Content starts

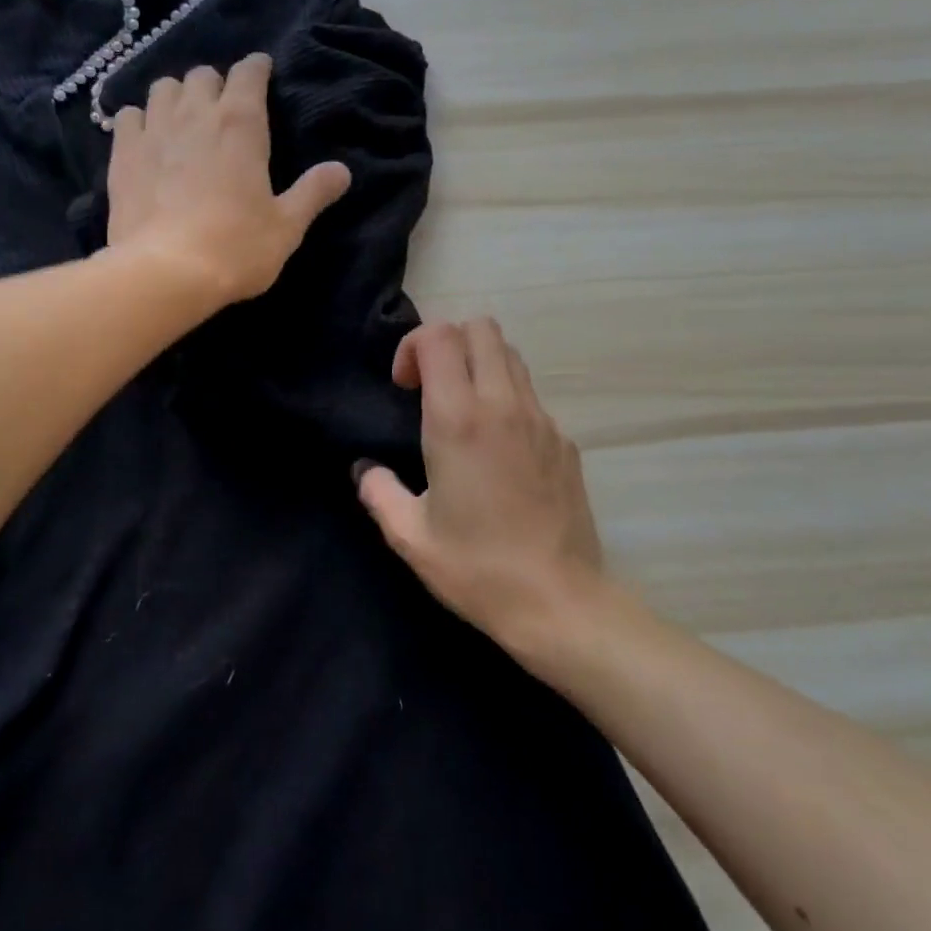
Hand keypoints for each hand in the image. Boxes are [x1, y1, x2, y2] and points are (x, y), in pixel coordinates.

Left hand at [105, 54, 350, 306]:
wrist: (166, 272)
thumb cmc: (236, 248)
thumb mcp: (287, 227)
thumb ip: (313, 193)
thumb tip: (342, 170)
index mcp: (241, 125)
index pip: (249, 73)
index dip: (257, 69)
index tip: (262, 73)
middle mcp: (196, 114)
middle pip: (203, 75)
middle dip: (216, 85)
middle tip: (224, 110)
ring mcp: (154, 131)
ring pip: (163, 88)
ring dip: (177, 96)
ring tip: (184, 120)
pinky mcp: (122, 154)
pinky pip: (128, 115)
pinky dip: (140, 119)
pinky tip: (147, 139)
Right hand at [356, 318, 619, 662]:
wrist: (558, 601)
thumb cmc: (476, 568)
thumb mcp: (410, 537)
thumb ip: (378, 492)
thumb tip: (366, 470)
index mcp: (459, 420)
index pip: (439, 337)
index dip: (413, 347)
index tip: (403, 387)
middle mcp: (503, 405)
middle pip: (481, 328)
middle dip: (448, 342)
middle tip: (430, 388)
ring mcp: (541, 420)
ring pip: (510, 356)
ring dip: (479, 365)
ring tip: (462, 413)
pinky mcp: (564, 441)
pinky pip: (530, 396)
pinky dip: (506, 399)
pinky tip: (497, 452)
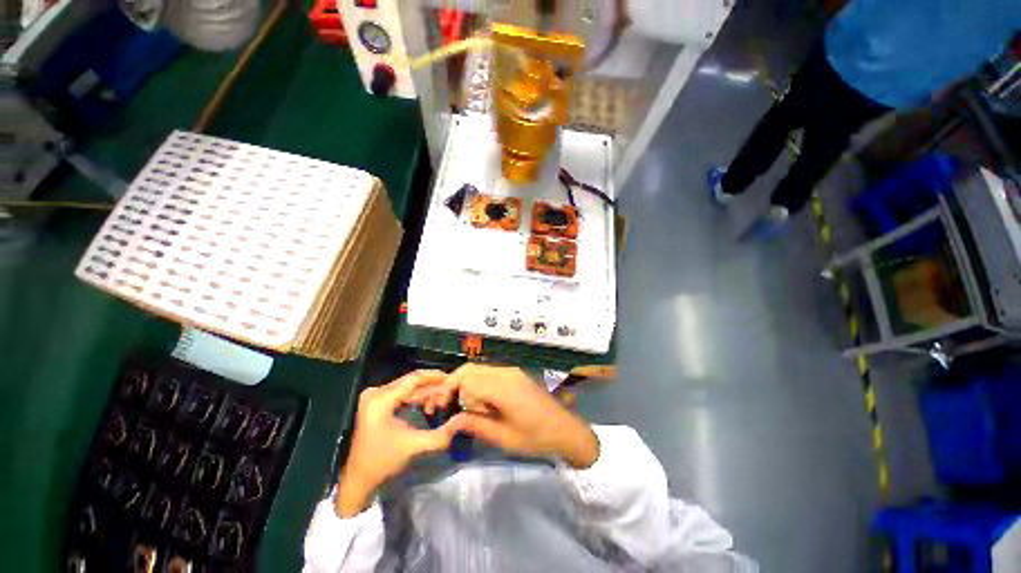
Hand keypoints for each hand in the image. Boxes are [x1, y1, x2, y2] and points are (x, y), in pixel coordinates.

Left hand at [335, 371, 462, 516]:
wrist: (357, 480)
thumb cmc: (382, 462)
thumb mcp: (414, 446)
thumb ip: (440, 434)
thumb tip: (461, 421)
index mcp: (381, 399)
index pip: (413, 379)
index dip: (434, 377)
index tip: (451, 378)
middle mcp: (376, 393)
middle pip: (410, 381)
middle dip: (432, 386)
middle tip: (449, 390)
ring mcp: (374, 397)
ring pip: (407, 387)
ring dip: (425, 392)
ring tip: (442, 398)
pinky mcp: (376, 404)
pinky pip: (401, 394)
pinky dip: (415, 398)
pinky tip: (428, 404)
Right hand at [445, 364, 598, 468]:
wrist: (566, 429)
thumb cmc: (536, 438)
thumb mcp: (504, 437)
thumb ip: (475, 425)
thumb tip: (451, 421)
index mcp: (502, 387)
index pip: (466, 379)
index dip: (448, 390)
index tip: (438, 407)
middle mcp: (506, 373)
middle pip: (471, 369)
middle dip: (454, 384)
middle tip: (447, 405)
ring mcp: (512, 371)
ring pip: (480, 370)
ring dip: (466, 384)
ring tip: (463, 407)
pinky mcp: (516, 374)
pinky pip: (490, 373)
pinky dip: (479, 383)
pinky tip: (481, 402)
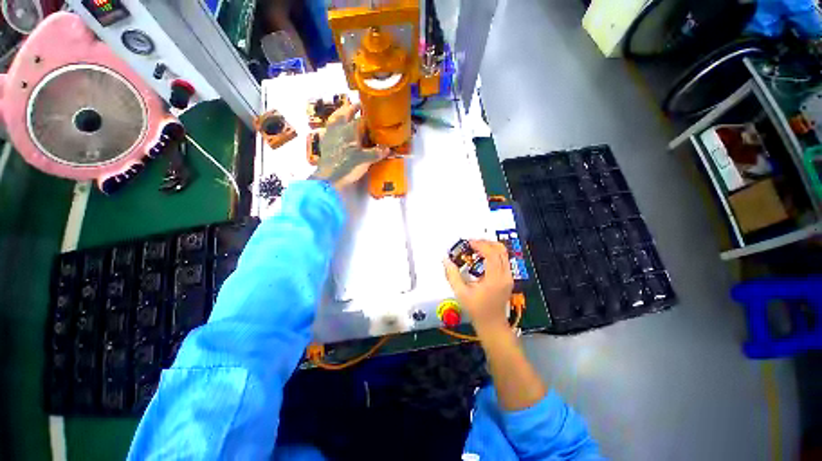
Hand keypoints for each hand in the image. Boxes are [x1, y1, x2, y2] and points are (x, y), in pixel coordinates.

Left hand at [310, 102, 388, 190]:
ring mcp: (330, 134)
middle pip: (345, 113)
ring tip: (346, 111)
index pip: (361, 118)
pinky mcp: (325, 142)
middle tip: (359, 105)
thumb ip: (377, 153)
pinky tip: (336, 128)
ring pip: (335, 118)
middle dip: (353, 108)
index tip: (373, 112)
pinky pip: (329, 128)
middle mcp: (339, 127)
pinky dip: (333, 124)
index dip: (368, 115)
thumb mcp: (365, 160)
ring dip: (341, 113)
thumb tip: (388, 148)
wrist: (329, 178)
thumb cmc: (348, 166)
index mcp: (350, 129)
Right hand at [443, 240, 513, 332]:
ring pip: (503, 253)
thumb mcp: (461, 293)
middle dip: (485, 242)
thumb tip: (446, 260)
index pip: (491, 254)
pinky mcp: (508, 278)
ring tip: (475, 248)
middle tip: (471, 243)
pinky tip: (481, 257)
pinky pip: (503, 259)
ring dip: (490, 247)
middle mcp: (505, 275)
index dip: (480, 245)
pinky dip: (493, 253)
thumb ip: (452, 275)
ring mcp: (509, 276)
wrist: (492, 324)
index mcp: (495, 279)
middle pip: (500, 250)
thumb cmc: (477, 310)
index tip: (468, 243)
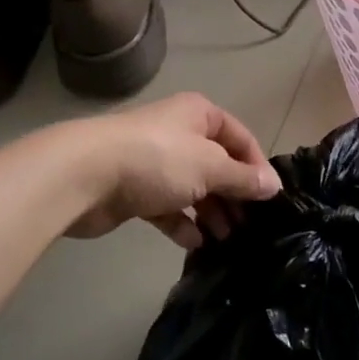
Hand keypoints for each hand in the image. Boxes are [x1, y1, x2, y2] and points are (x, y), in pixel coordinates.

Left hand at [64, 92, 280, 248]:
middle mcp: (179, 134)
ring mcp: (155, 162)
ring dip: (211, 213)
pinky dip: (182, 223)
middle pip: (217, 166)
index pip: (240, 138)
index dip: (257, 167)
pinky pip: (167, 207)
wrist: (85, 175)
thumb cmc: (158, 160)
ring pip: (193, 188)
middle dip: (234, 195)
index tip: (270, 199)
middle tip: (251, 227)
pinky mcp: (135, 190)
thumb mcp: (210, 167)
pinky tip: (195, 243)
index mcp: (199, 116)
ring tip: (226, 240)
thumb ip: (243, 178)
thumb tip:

Content ends

# ASSIGNED TASK:
Within the entries above, the lines from the one containing "pinky tip: (497, 452)" through the one containing "middle tip: (447, 405)" are to be transcribed exactly, ends included, pictures excluded.

# RESULT BELOW:
pinky tip: (497, 452)
Hand keypoints for each hand in the image. Boxes are [x1, y1, x2, y2] and points are (x, y), in pixel coordinates.

Left hand at [335, 371, 462, 516]:
wrist: (357, 480)
thumb cmc: (382, 462)
thumb mcp: (414, 446)
thumb ip: (440, 434)
thumb tip: (461, 421)
index mcp: (381, 399)
index pip: (413, 379)
index dip: (434, 377)
index tip: (451, 378)
middle mcp: (376, 393)
middle pip: (410, 381)
middle dip: (432, 386)
middle tip: (449, 390)
ring mcp: (374, 397)
ring pip: (407, 387)
ring dip: (425, 392)
ring tip: (442, 398)
pinky mcp: (376, 404)
pinky pip: (401, 394)
pinky dip: (415, 398)
pinky tip: (428, 404)
Right hand at [445, 364, 598, 468]:
wrist: (566, 429)
thumb cmc: (536, 438)
thumb mcp: (504, 437)
thumb ip: (475, 425)
thumb tip: (451, 421)
index mcp: (502, 387)
index pip: (466, 379)
index dip: (448, 390)
index tip: (438, 407)
middle mcp: (506, 373)
middle pip: (471, 369)
middle dip: (454, 384)
middle tip: (447, 405)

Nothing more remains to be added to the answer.